Or:

Your story reminded me of some the reasons California Public high
Schools stopped providing driver's training so a student could get their
drivers license. Simply substitute automobile for computer and the
actions would be similar.

Now it costs the parents about $300 for private drivers training to get
a CA license before the age of 18.

The lesson to be learned from this? I could start a <rant> but what the
heck - I just choose carefully the people I give my time to and my older
computer and car stuff too.

John O

------------------------------

Date:    Wed, 15 Sep 1999 08:39:29 +0200
From:    Or Botton <[EMAIL PROTECTED]>
Subject: Re: Reaching out beyond cyberspace

Yolanda's worse case scenario reminds me of the typical fast of
a publicly accessible computer. In high-school i've used to help the
network admin (although the school did not want to accept me
as a helper officialy, the admin have given me access anyway due to my
"unusual" knowledge on DOS and general areas.). I've helped fixing
a computers every time and then, and the problems i've faced were not
the type you'll find with your home-computers:

* Missing disk-drives.
* Missing mouse balls. (the ball that triggers the mouse movement
sensors)
* Missing mouses.. (in the case that the ball was not enough.)
* Key-less keyboards. People just take out the buttons out of the
  keyboard. I've once cought them in the act, but they just ignored
  me and kept pulling it out until the admin arrived. (he was bigger.)
* Missing files. Due to the goverment ordering schools to upgrade their
  computers to Windows 95 based clients, we had to add harddisk drives
to
  the computers, instead of just using a network-boot like we used to do
  with the 486s on the DOS-based network. Meaning, now kids can mess
  with the local files. Meaning, trashed software, ETC'.
* Did I mentioned missing harddisks? It was thankfully rare, though.

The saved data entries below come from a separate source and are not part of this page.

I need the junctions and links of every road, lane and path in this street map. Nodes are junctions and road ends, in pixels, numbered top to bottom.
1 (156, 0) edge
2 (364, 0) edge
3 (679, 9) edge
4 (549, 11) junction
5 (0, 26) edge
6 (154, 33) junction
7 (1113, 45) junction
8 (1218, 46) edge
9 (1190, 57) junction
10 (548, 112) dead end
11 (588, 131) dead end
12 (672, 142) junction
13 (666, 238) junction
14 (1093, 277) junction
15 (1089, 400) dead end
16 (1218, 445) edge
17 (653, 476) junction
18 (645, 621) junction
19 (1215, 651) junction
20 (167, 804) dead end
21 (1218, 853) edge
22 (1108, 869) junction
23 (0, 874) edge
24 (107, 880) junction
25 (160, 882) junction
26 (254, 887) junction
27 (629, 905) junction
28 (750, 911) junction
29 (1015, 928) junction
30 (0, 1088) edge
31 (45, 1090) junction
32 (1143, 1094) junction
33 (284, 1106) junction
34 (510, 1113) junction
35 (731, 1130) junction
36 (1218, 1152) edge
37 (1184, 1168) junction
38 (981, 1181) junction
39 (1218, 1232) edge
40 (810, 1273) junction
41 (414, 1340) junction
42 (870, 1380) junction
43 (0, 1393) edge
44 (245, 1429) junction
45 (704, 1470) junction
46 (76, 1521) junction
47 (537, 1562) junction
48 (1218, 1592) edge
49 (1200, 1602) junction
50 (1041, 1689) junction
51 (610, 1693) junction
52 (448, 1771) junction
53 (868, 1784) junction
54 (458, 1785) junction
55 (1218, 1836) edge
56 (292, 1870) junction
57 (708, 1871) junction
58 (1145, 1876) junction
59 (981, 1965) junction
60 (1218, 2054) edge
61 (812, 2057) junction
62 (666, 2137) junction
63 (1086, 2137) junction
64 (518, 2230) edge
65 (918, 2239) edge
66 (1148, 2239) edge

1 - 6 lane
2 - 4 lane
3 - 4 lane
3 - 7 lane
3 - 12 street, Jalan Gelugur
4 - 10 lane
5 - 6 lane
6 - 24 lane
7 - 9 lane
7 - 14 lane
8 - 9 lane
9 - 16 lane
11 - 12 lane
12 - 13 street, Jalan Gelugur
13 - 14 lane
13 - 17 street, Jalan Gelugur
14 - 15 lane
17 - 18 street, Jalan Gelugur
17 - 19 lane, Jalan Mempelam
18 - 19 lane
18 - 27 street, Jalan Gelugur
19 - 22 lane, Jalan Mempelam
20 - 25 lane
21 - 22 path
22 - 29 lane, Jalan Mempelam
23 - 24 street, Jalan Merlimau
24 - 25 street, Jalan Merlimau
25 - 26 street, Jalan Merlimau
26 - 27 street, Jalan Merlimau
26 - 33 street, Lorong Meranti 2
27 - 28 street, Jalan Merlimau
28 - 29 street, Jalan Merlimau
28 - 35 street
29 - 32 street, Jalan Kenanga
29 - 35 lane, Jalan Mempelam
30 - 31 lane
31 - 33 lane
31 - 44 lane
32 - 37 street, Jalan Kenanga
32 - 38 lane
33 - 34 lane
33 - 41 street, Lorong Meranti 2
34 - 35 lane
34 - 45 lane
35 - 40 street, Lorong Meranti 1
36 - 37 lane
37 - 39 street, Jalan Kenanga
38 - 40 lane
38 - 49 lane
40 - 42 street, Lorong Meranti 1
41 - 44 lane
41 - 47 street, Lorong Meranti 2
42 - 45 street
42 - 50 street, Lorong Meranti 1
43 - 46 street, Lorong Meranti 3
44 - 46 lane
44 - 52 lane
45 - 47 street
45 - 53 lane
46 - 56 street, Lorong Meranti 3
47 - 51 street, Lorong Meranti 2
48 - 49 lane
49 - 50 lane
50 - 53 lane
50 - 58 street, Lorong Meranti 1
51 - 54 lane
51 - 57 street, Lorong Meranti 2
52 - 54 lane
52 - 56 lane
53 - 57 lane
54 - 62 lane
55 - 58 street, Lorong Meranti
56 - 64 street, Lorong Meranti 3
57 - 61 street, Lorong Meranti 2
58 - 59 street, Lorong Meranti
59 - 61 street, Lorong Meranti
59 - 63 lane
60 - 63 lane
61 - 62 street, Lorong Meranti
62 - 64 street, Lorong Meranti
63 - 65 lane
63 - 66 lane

Oh.. and lets not forget the kids who actually LEARNED how to use
a computer, but unfortunatly still like to destroy things. This time,
in software level, and with better efficentcy. Usually by using
cracker's tools. For example: one kid once brought a spy TSR software.
2 days later, I was working on one of the computers on DOS prompt.
After I logged out, I went passed the second computer lab to see
who was left in the area. I passed by the printer, which had a long
paper out of it.. I got curios, and I had a look. Guess what I saw?
my entire DOS season from a few moments ago.. on printed paper.

Matters became so bad that in the end the staff began to use
a pre-made hard-disk image, and every week the entire staff just
loaded the image over the harddisks of -ALL- the computers to fix
what was done.

My advice: when running a publicly-availble computer access, hold
a stuck of spare parts nearby. You're gonna need it.